М. X.), разумеется, должны были оскорблять здравый смысл и достоинство человека, – продолжил Нилов-Кравцов, – но не того, на чьих глазах ежедневно на протяжении нескольких лет расстреливали от 5.000 до 50.000 людей. Столь же ни в чем неповинных! И призыв «грабь награбленное» не мог вызвать активного протеста после затопления 6.000 торговых кораблей. А почему не грабить? Пропадать потом добру на дне морском? Почему не «экспроприировать», разрушив, полмиллиона зданий? Беречь их для чего – для снарядов?»

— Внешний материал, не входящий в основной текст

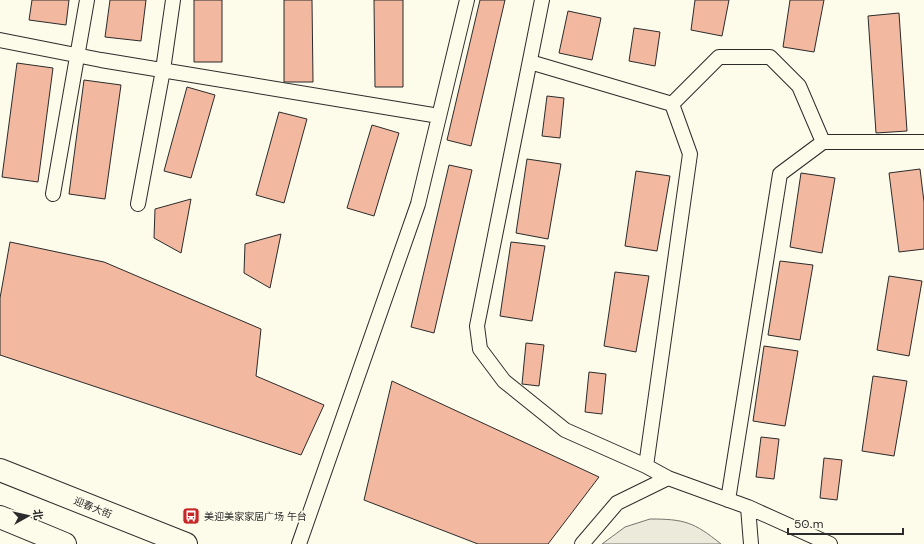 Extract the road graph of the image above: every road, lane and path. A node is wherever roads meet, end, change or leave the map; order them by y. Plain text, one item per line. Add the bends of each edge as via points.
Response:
1 (87, 0) edge
2 (173, 0) edge
3 (466, 0) edge
4 (542, 0) edge
5 (0, 40) edge
6 (78, 55) junction
7 (530, 62) junction
8 (162, 70) junction
9 (672, 104) junction
10 (439, 116) junction
11 (823, 142) junction
12 (924, 142) edge
13 (53, 194) dead end
14 (138, 204) dead end
15 (646, 466) junction
16 (0, 470) edge
17 (668, 478) junction
18 (728, 500) junction
19 (748, 507) junction
20 (0, 517) edge
21 (65, 544) edge
22 (186, 544) edge
23 (299, 544) edge
24 (582, 544) edge
25 (751, 544) edge
26 (830, 544) edge

1 - 6 street
2 - 8 street
3 - 10 street
4 - 7 street
5 - 6 street
6 - 8 street
6 - 13 street
7 - 9 street
7 - 15 street via 477,326 480,349 504,381 565,430
8 - 10 street
8 - 14 street
9 - 11 street via 719,57 770,57 799,86
9 - 15 street via 690,154
10 - 23 street via 418,204
11 - 12 street
11 - 18 street via 780,174
15 - 17 street
16 - 22 main road, 迎春大街
17 - 18 street
17 - 24 street via 617,503
18 - 19 street
19 - 25 street
19 - 26 street
20 - 21 main road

Бессудное убийство царской семьи было воспринято как преступление в интеллигентской части самой компартии, но даже совестливые и порядочные ее члены говорили на следствии: царя все-таки надо судить, «хорош или плох он был для России». Он должен дать народу ответ, «за что три года нас мучил» – так зафиксированы в следственных актах разговоры красноармейцев. А мне вспомнились рассуждения террористов (я уже упоминал, что в сфере моих литературных интересов были террористические группы русских революционеров), говоривших некогда: если монархи и министры считают полезным для достижения политических целей убивать в войнах сотни тысяч людей, почему же нам запрещают одиночные убийства для достижения наших политических целей…

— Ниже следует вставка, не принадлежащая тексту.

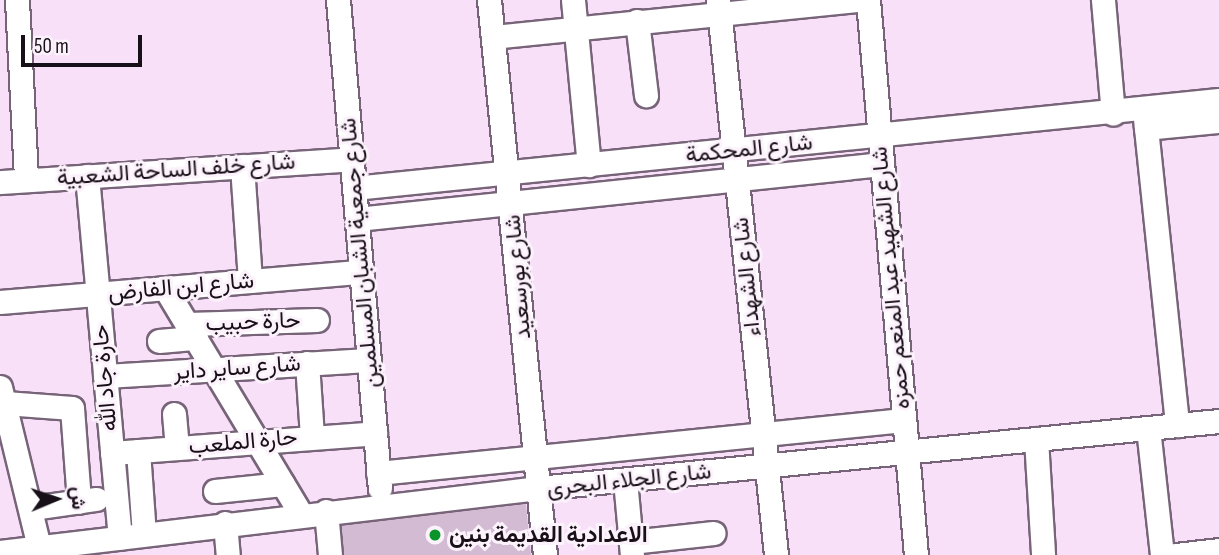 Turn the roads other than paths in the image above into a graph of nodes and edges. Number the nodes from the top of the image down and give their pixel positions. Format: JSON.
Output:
{"nodes":[{"id":1,"x":17,"y":0,"type":"edge"},
{"id":2,"x":338,"y":0,"type":"edge"},
{"id":3,"x":489,"y":0,"type":"edge"},
{"id":4,"x":573,"y":0,"type":"edge"},
{"id":5,"x":860,"y":0,"type":"edge"},
{"id":6,"x":868,"y":0,"type":"edge"},
{"id":7,"x":1103,"y":0,"type":"edge"},
{"id":8,"x":719,"y":6,"type":"edge"},
{"id":9,"x":637,"y":21,"type":"junction"},
{"id":10,"x":576,"y":28,"type":"junction"},
{"id":11,"x":493,"y":37,"type":"junction"},
{"id":12,"x":646,"y":95,"type":"dead end"},
{"id":13,"x":1219,"y":100,"type":"edge"},
{"id":14,"x":1113,"y":114,"type":"junction"},
{"id":15,"x":1145,"y":118,"type":"junction"},
{"id":16,"x":1219,"y":121,"type":"edge"},
{"id":17,"x":879,"y":136,"type":"junction"},
{"id":18,"x":734,"y":151,"type":"junction"},
{"id":19,"x":352,"y":159,"type":"junction"},
{"id":20,"x":881,"y":164,"type":"junction"},
{"id":21,"x":589,"y":165,"type":"junction"},
{"id":22,"x":242,"y":166,"type":"junction"},
{"id":23,"x":508,"y":173,"type":"junction"},
{"id":24,"x":87,"y":176,"type":"junction"},
{"id":25,"x":737,"y":179,"type":"junction"},
{"id":26,"x":26,"y":180,"type":"junction"},
{"id":27,"x":0,"y":182,"type":"edge"},
{"id":28,"x":354,"y":188,"type":"junction"},
{"id":29,"x":511,"y":203,"type":"junction"},
{"id":30,"x":357,"y":219,"type":"junction"},
{"id":31,"x":361,"y":272,"type":"junction"},
{"id":32,"x":250,"y":281,"type":"junction"},
{"id":33,"x":165,"y":288,"type":"junction"},
{"id":34,"x":98,"y":294,"type":"junction"},
{"id":35,"x":0,"y":302,"type":"edge"},
{"id":36,"x":317,"y":320,"type":"dead end"},
{"id":37,"x":192,"y":331,"type":"junction"},
{"id":38,"x":159,"y":341,"type":"dead end"},
{"id":39,"x":369,"y":360,"type":"junction"},
{"id":40,"x":307,"y":363,"type":"junction"},
{"id":41,"x":215,"y":369,"type":"junction"},
{"id":42,"x":105,"y":376,"type":"junction"},
{"id":43,"x":3,"y":395,"type":"edge"},
{"id":44,"x":174,"y":414,"type":"dead end"},
{"id":45,"x":903,"y":420,"type":"junction"},
{"id":46,"x":1219,"y":421,"type":"edge"},
{"id":47,"x":1177,"y":425,"type":"junction"},
{"id":48,"x":1148,"y":428,"type":"junction"},
{"id":49,"x":7,"y":432,"type":"edge"},
{"id":50,"x":375,"y":433,"type":"junction"},
{"id":51,"x":764,"y":435,"type":"junction"},
{"id":52,"x":312,"y":437,"type":"junction"},
{"id":53,"x":1035,"y":439,"type":"junction"},
{"id":54,"x":258,"y":442,"type":"junction"},
{"id":55,"x":75,"y":446,"type":"junction"},
{"id":56,"x":177,"y":448,"type":"junction"},
{"id":57,"x":112,"y":449,"type":"junction"},
{"id":58,"x":138,"y":451,"type":"junction"},
{"id":59,"x":906,"y":452,"type":"junction"},
{"id":60,"x":535,"y":458,"type":"junction"},
{"id":61,"x":767,"y":466,"type":"junction"},
{"id":62,"x":378,"y":473,"type":"junction"},
{"id":63,"x":625,"y":480,"type":"junction"},
{"id":64,"x":284,"y":484,"type":"junction"},
{"id":65,"x":538,"y":488,"type":"junction"},
{"id":66,"x":215,"y":491,"type":"dead end"},
{"id":67,"x":381,"y":505,"type":"junction"},
{"id":68,"x":32,"y":508,"type":"junction"},
{"id":69,"x":326,"y":511,"type":"junction"},
{"id":70,"x":302,"y":514,"type":"junction"},
{"id":71,"x":225,"y":523,"type":"junction"},
{"id":72,"x":714,"y":533,"type":"dead end"},
{"id":73,"x":144,"y":534,"type":"junction"},
{"id":74,"x":120,"y":537,"type":"junction"},
{"id":75,"x":632,"y":548,"type":"edge"},
{"id":76,"x":1219,"y":550,"type":"edge"},
{"id":77,"x":40,"y":551,"type":"edge"},
{"id":78,"x":0,"y":552,"type":"edge"},
{"id":79,"x":228,"y":555,"type":"edge"},
{"id":80,"x":330,"y":555,"type":"edge"},
{"id":81,"x":545,"y":555,"type":"edge"},
{"id":82,"x":776,"y":555,"type":"edge"},
{"id":83,"x":916,"y":555,"type":"edge"},
{"id":84,"x":1044,"y":555,"type":"edge"},
{"id":85,"x":1162,"y":555,"type":"edge"},
{"id":86,"x":1177,"y":555,"type":"edge"}],
"edges":[{"from":1,"to":26,"type":"street"},
{"from":2,"to":19,"type":"street","name":"شارع جمعية الشبان المسلمين"},
{"from":3,"to":11,"type":"street","name":"شارع بورسعيد"},
{"from":4,"to":10,"type":"street"},
{"from":5,"to":8,"type":"street"},
{"from":6,"to":17,"type":"street","name":"شارع الشهيد عبد المنعم حمزه"},
{"from":7,"to":14,"type":"street"},
{"from":8,"to":9,"type":"street"},
{"from":8,"to":18,"type":"street","name":"شارع الشهداء"},
{"from":9,"to":10,"type":"street"},
{"from":9,"to":12,"type":"street"},
{"from":10,"to":11,"type":"street"},
{"from":10,"to":21,"type":"street"},
{"from":11,"to":23,"type":"street","name":"شارع بورسعيد"},
{"from":13,"to":15,"type":"street"},
{"from":14,"to":15,"type":"street","name":"شارع المحكمة"},
{"from":14,"to":17,"type":"street","name":"شارع المحكمة"},
{"from":15,"to":16,"type":"street"},
{"from":15,"to":47,"type":"street"},
{"from":17,"to":18,"type":"street","name":"شارع المحكمة"},
{"from":17,"to":20,"type":"street","name":"شارع الشهيد عبد المنعم حمزه"},
{"from":18,"to":21,"type":"street","name":"شارع المحكمة"},
{"from":18,"to":25,"type":"street","name":"شارع الشهداء"},
{"from":19,"to":22,"type":"street","name":"شارع خلف الساحة الشعبية"},
{"from":19,"to":28,"type":"street","name":"شارع جمعية الشبان المسلمين"},
{"from":20,"to":25,"type":"street"},
{"from":20,"to":45,"type":"street","name":"شارع الشهيد عبد المنعم حمزه"},
{"from":21,"to":23,"type":"street","name":"شارع المحكمة"},
{"from":22,"to":24,"type":"street","name":"شارع خلف الساحة الشعبية"},
{"from":22,"to":32,"type":"street"},
{"from":23,"to":28,"type":"street","name":"شارع المحكمة"},
{"from":23,"to":29,"type":"street","name":"شارع بورسعيد"},
{"from":24,"to":26,"type":"street","name":"شارع خلف الساحة الشعبية"},
{"from":24,"to":34,"type":"street","name":"حارة جاد الله"},
{"from":25,"to":29,"type":"street"},
{"from":25,"to":51,"type":"street","name":"شارع الشهداء"},
{"from":26,"to":27,"type":"street","name":"شارع خلف الساحة الشعبية"},
{"from":28,"to":30,"type":"street","name":"شارع جمعية الشبان المسلمين"},
{"from":29,"to":30,"type":"street"},
{"from":29,"to":60,"type":"street","name":"شارع بورسعيد"},
{"from":30,"to":31,"type":"street","name":"شارع جمعية الشبان المسلمين"},
{"from":31,"to":32,"type":"street","name":"شارع ابن الفارض"},
{"from":31,"to":39,"type":"street","name":"شارع جمعية الشبان المسلمين"},
{"from":32,"to":33,"type":"street","name":"شارع ابن الفارض"},
{"from":33,"to":34,"type":"street","name":"شارع ابن الفارض"},
{"from":33,"to":37,"type":"street"},
{"from":34,"to":35,"type":"street","name":"شارع ابن الفارض"},
{"from":34,"to":42,"type":"street","name":"حارة جاد الله"},
{"from":36,"to":37,"type":"street","name":"حارة حبيب"},
{"from":37,"to":38,"type":"street","name":"حارة حبيب"},
{"from":37,"to":41,"type":"street"},
{"from":39,"to":40,"type":"street","name":"شارع ساير داير"},
{"from":39,"to":50,"type":"street","name":"شارع جمعية الشبان المسلمين"},
{"from":40,"to":41,"type":"street","name":"شارع ساير داير"},
{"from":40,"to":52,"type":"street"},
{"from":41,"to":42,"type":"street","name":"شارع ساير داير"},
{"from":41,"to":54,"type":"street"},
{"from":42,"to":57,"type":"street","name":"حارة جاد الله"},
{"from":43,"to":49,"type":"street"},
{"from":43,"to":55,"type":"street"},
{"from":44,"to":56,"type":"street"},
{"from":45,"to":51,"type":"street","name":"شارع الجلاء البحرى"},
{"from":45,"to":59,"type":"street","name":"شارع الشهيد عبد المنعم حمزه"},
{"from":46,"to":47,"type":"street","name":"شارع الجلاء البحرى"},
{"from":47,"to":48,"type":"street","name":"شارع الجلاء البحرى"},
{"from":48,"to":53,"type":"street","name":"شارع الجلاء البحرى"},
{"from":48,"to":85,"type":"street"},
{"from":49,"to":68,"type":"street"},
{"from":50,"to":52,"type":"street","name":"حارة الملعب"},
{"from":50,"to":62,"type":"street","name":"شارع جمعية الشبان المسلمين"},
{"from":51,"to":60,"type":"street","name":"شارع الجلاء البحرى"},
{"from":51,"to":61,"type":"street","name":"شارع الشهداء"},
{"from":52,"to":54,"type":"street","name":"حارة الملعب"},
{"from":53,"to":59,"type":"street","name":"شارع الجلاء البحرى"},
{"from":53,"to":84,"type":"street"},
{"from":54,"to":56,"type":"street","name":"حارة الملعب"},
{"from":54,"to":64,"type":"street"},
{"from":55,"to":57,"type":"street","name":"حارة الملعب"},
{"from":55,"to":68,"type":"street"},
{"from":56,"to":58,"type":"street","name":"حارة الملعب"},
{"from":57,"to":58,"type":"street","name":"حارة الملعب"},
{"from":57,"to":74,"type":"street","name":"حارة جاد الله"},
{"from":58,"to":73,"type":"street"},
{"from":59,"to":61,"type":"street","name":"شارع الجلاء البحرى"},
{"from":59,"to":83,"type":"street","name":"شارع الشهيد عبد المنعم حمزه"},
{"from":60,"to":62,"type":"street","name":"شارع الجلاء البحرى"},
{"from":60,"to":65,"type":"street","name":"شارع بورسعيد"},
{"from":61,"to":63,"type":"street","name":"شارع الجلاء البحرى"},
{"from":61,"to":82,"type":"street","name":"شارع الشهداء"},
{"from":62,"to":67,"type":"street","name":"شارع جمعية الشبان المسلمين"},
{"from":63,"to":65,"type":"street","name":"شارع الجلاء البحرى"},
{"from":63,"to":75,"type":"street"},
{"from":64,"to":66,"type":"street"},
{"from":64,"to":70,"type":"street"},
{"from":65,"to":67,"type":"street","name":"شارع الجلاء البحرى"},
{"from":65,"to":81,"type":"street","name":"شارع بورسعيد"},
{"from":67,"to":69,"type":"street","name":"شارع الجلاء البحرى"},
{"from":68,"to":77,"type":"street"},
{"from":69,"to":70,"type":"street","name":"شارع الجلاء البحرى"},
{"from":69,"to":80,"type":"street"},
{"from":70,"to":71,"type":"street","name":"شارع الجلاء البحرى"},
{"from":71,"to":73,"type":"street","name":"شارع الجلاء البحرى"},
{"from":71,"to":79,"type":"street"},
{"from":72,"to":75,"type":"street"},
{"from":73,"to":74,"type":"street","name":"شارع الجلاء البحرى"},
{"from":74,"to":77,"type":"street","name":"شارع الجلاء البحرى"},
{"from":76,"to":86,"type":"street"},
{"from":77,"to":78,"type":"street","name":"شارع الجلاء البحرى"}]}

Боюсь, ответы Николая не только на ленинском, но ни на каком гипотетическом суде не признаны были бы удовлетворительными. Народы России готовы были переносить даже более страшные жертвы и под водительством самого чудовищного тирана в мировой истории – но при обязательном условии: во имя спасения отечества. Только. А в 1914—1918 гг. национальной катастрофой России грозило лишь бесконечное продолжение войны.

Указание монархистов на неподсудность действий монарха иному возмездию, кроме Божьего, было бы недействительно как раз для Николая: он ведь и воспринимал происходившее с ним только как проявление Вышнего суда. Потому был фатально спокоен.

Единственный аргумент защиты, который я в силах придумать: царь был не хуже и не лучше всех без исключения европейских суверенов и политиков. Вильгельм с роковым Людендорфом, Карл Австрийский с покладистым Черниным, лицемерный Ллойд-Джордж и темпераментный, но слепой Клемансо…

Я особенно понял это, когда познакомился с дневниками австрийского министра иностранных дел графа Чернина, которые тот вел в дни брест-литовских мирных переговоров. Искушенный политик сознавал, что единственный шанс на спасение у его империи – это заключить мир, снять войска с русского фронта, быстрым ударом захватить Париж и потом обменять его у Клемансо на мир с Францией «без аннексий и контрибуций». Но когда Троцкий в Бресте предложил ему этот самый желанный мир, причем на выгодных для его империи условиях, граф поплелся за империалистическими маньяками из германской военной верхушки, присоединился к наступлению на Россию, задействовал там вместе с немцами 150.000 австрийцев и венгров – и естественно, проиграл империю Габсбургов. Похваляясь вдобавок, как они славно за полгода войны пограбили Украину (с приложением таблиц и справок), вследствие чего только и сумели повоевать, то есть убивать тысячи своих солдат тоже.